--- Dataset extract Enclosed Below ---

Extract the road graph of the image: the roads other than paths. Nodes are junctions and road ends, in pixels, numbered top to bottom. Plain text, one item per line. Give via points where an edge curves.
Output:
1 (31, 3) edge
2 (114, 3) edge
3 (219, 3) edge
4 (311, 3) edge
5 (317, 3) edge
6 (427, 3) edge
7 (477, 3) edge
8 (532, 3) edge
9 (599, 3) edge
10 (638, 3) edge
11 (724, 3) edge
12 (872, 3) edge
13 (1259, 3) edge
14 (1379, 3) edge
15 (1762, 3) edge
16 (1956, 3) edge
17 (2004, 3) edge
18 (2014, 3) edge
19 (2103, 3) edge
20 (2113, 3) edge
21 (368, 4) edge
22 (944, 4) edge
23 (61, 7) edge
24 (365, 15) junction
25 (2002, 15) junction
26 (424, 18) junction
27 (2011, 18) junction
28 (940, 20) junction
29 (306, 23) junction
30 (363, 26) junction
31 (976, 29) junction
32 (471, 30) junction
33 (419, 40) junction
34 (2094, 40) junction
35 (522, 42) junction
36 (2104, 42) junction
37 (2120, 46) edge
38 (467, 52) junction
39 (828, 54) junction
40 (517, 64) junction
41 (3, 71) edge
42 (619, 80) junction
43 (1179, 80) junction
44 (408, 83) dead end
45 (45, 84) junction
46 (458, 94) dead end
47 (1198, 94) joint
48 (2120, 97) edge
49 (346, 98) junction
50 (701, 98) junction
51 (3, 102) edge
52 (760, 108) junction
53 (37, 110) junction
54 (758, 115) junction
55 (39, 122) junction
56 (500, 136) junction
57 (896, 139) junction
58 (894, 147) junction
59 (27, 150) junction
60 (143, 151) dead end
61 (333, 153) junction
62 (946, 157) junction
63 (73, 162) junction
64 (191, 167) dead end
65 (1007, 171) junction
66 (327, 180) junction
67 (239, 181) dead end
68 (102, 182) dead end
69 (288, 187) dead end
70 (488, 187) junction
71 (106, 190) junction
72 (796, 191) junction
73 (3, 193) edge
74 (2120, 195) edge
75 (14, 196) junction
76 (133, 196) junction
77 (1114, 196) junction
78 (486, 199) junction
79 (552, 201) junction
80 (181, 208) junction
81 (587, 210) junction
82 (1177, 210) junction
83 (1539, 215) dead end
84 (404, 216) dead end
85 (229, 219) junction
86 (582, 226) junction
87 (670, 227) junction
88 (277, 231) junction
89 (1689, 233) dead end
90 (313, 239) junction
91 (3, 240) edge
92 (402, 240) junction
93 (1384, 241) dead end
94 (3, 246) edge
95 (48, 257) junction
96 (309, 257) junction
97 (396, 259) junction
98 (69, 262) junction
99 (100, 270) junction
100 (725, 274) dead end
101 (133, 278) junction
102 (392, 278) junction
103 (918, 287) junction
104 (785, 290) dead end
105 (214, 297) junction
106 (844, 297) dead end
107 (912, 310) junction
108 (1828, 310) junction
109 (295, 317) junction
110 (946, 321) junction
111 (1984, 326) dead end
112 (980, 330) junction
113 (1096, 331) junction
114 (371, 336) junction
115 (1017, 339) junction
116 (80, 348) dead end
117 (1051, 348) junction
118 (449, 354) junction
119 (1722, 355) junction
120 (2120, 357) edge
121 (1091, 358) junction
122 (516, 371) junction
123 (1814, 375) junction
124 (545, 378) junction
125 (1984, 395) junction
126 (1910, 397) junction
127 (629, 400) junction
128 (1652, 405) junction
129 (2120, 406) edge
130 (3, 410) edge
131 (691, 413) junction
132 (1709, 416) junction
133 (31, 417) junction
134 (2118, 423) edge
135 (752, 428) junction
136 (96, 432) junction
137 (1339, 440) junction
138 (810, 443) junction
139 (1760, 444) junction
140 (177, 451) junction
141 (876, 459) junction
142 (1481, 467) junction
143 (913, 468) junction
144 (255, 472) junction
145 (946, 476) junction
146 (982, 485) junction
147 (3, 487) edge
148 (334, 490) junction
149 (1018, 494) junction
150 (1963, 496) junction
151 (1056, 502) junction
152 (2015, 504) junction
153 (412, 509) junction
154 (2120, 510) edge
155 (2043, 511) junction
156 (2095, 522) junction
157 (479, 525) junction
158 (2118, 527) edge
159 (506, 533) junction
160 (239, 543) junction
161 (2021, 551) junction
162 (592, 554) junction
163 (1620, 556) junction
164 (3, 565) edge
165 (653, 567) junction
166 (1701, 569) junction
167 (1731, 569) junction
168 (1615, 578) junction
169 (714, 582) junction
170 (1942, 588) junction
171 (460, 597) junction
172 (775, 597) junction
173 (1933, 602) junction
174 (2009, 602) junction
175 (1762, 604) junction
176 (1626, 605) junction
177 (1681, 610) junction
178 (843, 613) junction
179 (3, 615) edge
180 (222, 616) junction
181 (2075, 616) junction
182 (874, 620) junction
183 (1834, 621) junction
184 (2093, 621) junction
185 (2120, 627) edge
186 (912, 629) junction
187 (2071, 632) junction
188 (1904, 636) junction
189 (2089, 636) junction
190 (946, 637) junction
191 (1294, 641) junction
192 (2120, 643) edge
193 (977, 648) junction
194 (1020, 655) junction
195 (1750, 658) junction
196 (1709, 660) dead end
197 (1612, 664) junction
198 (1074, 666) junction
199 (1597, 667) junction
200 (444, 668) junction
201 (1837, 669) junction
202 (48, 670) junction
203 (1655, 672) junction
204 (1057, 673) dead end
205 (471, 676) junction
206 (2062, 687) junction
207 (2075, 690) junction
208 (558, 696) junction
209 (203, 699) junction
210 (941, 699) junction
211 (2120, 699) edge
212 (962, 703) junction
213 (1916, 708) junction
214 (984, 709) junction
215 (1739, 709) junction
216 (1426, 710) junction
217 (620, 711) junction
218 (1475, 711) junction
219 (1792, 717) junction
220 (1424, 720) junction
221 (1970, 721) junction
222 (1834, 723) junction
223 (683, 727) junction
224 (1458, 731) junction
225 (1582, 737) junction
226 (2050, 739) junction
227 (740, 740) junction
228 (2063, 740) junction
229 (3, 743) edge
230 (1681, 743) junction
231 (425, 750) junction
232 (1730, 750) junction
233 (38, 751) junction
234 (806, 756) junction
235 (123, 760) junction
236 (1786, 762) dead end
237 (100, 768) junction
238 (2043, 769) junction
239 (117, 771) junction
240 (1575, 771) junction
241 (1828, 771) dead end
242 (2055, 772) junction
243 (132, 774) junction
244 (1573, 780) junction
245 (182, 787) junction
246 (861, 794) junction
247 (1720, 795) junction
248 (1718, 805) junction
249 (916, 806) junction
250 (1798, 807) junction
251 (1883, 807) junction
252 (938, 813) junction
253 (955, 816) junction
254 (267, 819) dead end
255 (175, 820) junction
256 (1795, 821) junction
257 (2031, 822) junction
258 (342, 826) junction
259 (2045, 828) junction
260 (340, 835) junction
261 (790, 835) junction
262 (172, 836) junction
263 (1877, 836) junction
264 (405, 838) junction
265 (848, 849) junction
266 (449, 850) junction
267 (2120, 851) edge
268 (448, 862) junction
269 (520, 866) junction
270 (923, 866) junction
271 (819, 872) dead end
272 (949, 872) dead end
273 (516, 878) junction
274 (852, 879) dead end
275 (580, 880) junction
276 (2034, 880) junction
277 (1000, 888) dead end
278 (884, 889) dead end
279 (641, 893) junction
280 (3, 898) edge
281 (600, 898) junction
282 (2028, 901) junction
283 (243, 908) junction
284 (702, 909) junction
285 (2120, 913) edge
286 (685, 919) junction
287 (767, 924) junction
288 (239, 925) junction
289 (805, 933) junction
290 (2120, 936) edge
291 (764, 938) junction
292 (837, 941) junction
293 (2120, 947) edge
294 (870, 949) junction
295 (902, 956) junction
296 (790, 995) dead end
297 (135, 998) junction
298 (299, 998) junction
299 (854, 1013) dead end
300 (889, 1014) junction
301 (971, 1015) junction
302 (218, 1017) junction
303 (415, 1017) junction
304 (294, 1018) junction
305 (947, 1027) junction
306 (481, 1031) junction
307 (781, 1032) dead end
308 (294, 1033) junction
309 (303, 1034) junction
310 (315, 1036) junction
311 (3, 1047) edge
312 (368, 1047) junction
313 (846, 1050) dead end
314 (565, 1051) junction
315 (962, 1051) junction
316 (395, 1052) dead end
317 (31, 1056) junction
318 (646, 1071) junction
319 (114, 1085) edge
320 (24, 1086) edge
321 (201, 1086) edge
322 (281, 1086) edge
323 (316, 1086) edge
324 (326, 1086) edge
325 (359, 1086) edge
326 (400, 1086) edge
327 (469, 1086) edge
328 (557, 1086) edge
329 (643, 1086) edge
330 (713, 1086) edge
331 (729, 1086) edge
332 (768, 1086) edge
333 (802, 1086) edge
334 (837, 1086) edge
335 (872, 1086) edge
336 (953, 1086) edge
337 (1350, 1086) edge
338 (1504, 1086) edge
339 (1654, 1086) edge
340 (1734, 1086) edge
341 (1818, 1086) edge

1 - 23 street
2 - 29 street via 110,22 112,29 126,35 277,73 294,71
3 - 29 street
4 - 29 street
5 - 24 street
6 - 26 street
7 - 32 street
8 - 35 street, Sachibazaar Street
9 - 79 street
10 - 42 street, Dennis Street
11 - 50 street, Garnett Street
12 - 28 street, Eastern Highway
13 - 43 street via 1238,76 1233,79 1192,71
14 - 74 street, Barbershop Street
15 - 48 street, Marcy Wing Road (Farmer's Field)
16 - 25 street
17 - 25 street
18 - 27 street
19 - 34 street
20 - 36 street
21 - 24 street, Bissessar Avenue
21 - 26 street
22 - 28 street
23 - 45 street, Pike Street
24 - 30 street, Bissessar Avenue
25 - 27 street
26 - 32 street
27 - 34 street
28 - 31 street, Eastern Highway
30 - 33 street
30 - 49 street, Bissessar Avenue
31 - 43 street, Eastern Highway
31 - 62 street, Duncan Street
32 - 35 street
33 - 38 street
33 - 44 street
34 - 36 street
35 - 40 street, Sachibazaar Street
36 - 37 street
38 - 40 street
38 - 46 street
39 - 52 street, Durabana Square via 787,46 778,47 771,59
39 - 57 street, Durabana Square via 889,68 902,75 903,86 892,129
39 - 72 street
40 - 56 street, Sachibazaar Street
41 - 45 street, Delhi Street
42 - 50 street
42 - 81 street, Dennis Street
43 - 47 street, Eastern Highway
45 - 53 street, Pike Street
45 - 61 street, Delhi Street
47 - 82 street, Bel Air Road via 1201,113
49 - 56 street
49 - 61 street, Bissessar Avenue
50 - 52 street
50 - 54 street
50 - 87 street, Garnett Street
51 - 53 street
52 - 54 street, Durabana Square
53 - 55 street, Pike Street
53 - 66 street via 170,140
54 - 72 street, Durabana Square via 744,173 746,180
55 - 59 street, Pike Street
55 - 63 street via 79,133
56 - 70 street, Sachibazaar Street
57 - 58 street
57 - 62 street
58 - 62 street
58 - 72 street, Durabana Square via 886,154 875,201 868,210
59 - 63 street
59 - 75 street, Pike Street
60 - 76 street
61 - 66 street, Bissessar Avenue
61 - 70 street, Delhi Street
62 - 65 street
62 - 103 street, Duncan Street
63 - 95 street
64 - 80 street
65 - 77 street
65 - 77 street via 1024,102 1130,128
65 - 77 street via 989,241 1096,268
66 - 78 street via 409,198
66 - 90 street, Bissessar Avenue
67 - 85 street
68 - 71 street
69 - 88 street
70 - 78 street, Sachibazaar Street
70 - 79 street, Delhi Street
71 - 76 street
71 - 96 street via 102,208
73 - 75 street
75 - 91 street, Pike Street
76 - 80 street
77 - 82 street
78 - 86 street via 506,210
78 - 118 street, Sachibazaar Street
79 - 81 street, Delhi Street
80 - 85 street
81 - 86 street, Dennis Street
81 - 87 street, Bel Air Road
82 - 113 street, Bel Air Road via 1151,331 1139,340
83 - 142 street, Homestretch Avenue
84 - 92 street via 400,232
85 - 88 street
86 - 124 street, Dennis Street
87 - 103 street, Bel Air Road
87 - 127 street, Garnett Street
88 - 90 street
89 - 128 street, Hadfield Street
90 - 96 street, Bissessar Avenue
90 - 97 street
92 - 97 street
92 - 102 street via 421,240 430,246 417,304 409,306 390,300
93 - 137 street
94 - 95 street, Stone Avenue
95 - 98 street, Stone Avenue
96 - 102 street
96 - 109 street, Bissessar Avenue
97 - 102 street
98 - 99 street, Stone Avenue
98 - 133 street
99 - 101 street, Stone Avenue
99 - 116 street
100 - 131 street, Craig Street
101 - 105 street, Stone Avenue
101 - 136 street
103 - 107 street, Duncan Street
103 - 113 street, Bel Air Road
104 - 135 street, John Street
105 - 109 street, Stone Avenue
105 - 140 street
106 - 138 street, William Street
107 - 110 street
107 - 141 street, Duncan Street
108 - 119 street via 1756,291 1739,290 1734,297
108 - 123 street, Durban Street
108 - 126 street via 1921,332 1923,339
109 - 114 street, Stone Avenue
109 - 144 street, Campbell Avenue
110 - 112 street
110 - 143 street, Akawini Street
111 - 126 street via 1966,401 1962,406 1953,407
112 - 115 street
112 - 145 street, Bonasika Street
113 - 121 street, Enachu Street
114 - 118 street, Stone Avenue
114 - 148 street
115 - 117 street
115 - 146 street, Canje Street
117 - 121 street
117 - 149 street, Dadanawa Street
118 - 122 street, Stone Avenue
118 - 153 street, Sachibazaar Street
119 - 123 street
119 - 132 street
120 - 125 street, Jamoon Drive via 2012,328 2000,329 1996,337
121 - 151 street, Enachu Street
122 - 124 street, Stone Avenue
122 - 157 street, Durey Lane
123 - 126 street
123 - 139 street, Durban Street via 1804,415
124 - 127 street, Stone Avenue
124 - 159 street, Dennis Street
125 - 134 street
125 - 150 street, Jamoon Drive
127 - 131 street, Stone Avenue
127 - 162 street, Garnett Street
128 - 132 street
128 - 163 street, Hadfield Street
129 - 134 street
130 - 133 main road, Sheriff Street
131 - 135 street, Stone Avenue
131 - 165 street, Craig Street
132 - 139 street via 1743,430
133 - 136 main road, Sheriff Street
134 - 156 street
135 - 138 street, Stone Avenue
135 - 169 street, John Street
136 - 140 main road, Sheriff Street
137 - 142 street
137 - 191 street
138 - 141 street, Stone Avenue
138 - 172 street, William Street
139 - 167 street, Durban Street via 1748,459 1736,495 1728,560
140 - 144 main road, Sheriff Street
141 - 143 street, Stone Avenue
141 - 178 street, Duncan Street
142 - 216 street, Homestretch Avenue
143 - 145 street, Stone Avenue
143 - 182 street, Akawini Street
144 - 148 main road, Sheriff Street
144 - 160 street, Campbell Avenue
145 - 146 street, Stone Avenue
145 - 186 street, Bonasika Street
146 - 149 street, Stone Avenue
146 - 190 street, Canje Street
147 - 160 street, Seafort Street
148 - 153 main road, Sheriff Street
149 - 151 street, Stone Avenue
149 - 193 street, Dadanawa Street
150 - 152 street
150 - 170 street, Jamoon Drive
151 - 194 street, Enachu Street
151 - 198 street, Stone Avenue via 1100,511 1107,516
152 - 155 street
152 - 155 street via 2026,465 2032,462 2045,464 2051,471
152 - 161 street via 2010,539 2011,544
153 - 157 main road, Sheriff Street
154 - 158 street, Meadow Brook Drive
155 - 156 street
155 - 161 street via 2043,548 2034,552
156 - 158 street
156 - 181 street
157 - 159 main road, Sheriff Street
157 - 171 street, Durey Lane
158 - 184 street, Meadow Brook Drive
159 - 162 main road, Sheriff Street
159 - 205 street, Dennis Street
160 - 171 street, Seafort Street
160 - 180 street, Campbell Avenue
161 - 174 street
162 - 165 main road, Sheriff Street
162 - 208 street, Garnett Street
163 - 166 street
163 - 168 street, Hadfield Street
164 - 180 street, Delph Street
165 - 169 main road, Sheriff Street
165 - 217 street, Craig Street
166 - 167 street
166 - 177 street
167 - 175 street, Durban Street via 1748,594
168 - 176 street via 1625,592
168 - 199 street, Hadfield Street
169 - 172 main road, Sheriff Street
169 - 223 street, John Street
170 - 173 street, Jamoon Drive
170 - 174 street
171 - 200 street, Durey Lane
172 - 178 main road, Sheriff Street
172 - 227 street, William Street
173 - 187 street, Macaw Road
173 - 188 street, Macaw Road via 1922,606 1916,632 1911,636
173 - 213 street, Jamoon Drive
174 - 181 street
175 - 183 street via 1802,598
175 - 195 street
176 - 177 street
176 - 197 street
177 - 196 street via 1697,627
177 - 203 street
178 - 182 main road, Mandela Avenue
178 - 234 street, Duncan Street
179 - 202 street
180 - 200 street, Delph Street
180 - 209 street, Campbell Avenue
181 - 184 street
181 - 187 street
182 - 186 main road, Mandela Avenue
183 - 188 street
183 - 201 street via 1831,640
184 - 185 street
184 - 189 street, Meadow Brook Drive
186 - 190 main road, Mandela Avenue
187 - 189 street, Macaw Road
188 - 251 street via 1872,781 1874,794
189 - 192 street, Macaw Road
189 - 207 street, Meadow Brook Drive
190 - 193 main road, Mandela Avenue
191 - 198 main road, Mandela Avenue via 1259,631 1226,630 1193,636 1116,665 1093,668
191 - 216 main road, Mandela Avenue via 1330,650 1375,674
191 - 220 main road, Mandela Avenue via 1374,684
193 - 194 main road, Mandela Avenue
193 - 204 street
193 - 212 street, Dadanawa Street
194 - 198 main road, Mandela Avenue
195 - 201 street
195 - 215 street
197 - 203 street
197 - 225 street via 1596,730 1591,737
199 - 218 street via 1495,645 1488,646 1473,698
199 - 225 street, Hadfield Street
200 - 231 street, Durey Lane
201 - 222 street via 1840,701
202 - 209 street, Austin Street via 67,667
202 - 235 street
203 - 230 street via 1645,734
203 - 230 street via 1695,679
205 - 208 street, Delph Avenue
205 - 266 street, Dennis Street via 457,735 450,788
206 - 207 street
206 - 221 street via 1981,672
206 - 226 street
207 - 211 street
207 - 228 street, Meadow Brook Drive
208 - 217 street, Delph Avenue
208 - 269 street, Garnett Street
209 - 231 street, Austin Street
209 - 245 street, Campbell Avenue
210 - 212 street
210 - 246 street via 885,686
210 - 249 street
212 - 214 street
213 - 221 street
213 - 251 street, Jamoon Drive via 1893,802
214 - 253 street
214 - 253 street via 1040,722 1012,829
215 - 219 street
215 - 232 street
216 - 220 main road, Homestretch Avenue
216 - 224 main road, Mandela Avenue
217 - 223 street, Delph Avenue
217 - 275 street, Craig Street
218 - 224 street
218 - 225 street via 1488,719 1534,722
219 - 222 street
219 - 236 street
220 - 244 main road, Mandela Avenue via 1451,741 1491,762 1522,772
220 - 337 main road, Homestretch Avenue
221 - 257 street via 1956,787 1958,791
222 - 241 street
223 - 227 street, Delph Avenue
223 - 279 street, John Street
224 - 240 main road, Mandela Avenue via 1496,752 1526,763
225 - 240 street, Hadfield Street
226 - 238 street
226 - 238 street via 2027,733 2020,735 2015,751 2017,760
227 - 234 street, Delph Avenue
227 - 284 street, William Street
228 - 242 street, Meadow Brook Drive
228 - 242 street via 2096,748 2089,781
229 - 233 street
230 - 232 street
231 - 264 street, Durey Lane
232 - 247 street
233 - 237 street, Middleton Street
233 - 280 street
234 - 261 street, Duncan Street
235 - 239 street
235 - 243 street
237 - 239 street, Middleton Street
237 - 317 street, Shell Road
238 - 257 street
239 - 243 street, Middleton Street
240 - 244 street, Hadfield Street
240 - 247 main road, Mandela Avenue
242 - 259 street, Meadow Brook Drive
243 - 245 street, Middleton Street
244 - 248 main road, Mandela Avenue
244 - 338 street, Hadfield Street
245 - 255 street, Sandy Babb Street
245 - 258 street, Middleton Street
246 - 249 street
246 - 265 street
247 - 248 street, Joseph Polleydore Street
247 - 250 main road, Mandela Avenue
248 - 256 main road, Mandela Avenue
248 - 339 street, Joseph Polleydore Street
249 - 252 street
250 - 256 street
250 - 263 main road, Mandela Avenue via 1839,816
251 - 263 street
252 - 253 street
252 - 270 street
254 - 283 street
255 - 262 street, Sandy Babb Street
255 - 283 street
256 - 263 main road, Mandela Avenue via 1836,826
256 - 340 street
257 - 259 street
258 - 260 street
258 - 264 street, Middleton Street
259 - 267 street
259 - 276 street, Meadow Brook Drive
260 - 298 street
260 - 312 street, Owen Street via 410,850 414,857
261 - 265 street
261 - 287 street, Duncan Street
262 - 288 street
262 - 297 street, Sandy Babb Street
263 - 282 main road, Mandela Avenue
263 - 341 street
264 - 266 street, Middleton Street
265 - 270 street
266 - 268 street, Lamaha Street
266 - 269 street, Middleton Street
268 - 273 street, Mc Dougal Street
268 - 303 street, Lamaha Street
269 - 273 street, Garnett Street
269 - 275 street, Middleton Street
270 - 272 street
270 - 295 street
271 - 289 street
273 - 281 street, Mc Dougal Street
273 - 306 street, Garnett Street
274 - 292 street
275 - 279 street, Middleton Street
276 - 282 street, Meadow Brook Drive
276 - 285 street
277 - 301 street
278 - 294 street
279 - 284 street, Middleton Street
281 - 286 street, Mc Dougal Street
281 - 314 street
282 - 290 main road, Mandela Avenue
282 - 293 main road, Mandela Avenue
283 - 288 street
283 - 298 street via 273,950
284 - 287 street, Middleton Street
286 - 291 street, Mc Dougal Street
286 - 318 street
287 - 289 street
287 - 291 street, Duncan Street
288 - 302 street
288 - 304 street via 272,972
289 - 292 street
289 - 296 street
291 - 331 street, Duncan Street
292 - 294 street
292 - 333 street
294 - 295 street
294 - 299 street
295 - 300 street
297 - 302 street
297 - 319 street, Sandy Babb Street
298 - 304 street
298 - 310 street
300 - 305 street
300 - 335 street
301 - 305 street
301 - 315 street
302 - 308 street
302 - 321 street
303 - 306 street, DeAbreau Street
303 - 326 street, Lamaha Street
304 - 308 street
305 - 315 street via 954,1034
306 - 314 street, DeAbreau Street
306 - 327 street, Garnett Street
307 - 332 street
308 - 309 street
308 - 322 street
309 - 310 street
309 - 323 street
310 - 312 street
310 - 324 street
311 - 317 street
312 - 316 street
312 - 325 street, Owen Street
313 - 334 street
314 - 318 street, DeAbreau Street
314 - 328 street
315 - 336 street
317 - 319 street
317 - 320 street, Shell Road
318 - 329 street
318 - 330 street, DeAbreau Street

--- End of Enclosed Dataset extract ---

**Goal of the exercise**
Across the entries above, tally the lines that contain the string "Brook" and give that figure alone.

**Finished task**
9